Mike has over 30 years in the investment and financial services industry – from operating as a stockbroker, trader, and research analyst, to running a mutual fund as a registered investment advisor and portfolio manager, to being Research Director for the Sovereign Society, specializing in global ETF and options investing.
And he’s been senior analyst at TradeSmith for three years, running Constant Cash Flow, Infinite Income Loop, and Inside TradeSmith.
Here’s Mike…
Sell Stocks in May and… Buy Bonds Before You Go Away
BY MIKE BURNICK, CONTRIBUTING EDITOR, MARKET MINUTE
I can’t tell you how many times I’ve heard the old Wall Street adage to, “sell in May and go away” over the past week.
And while I find it a bit annoying, (like the Santa Claus rally in December), there is a bit of truth to this timeless maxim.
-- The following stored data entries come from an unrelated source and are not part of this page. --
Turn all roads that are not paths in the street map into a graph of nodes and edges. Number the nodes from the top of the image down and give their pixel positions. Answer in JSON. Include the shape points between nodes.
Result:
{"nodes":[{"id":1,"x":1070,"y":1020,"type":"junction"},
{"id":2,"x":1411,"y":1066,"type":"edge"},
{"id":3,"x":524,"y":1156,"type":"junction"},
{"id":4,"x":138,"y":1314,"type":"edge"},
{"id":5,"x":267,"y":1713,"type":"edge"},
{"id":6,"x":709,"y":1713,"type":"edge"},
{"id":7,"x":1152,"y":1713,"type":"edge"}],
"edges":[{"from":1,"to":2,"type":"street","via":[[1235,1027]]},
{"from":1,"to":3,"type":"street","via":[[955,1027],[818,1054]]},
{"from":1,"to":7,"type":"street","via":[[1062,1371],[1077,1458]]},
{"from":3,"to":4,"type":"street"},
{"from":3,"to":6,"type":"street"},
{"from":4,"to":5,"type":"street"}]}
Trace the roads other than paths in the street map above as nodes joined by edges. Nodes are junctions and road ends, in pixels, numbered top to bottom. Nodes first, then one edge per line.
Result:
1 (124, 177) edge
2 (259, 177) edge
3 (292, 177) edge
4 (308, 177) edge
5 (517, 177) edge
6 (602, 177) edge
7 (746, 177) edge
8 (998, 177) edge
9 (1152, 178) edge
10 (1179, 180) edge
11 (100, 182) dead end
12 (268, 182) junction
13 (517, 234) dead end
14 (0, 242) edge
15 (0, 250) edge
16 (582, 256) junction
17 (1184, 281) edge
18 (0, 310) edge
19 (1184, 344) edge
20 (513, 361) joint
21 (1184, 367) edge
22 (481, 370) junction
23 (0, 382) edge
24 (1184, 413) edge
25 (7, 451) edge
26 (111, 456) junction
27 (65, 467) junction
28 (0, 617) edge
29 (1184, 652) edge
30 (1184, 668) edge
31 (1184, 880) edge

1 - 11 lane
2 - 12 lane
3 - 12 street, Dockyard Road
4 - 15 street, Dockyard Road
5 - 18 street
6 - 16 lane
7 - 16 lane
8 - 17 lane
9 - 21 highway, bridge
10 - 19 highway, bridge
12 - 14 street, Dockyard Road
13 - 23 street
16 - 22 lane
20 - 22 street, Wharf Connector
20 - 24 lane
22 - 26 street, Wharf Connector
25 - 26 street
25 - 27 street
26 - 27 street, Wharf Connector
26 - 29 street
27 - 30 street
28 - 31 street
As you can see above, stocks do tend to perform worse both in terms of historical returns and success rate (% positive) from May through October. This compares to much higher average returns and success rates from November through April.
And the difference in results holds true whether stocks are in a bull market (green bars) or a bear market (red).
On the other hand, Treasury bonds tend to experience just the opposite trend, with gains typical during the period from May to September, as you can see here.

In fact, our own TradeSmith cycles and seasonality indicators back up this claim. I analyzed returns of the iShares 20+ Year Treasury Bond ETF (TLT) over the past 23 years of its existence.
And sure enough, as you can see below, there has been a consistently bullish period for TLT from May 9 through August 31 over the years.

Here are the detailed stats on this possible seasonal trade:
- 82% Accuracy Rate over 23 years
- +6.51% Median Return (+4.95% average return)
- +16.71% Annualized Return
Mike Burnick’s Bottom Line: Those stats aren’t too shabby from boring old bonds. And that’s especially true during a multimonth period over the summer when stocks tend to struggle. Perhaps the adage should be modified to “sell stocks in May and buy bonds before you go away!”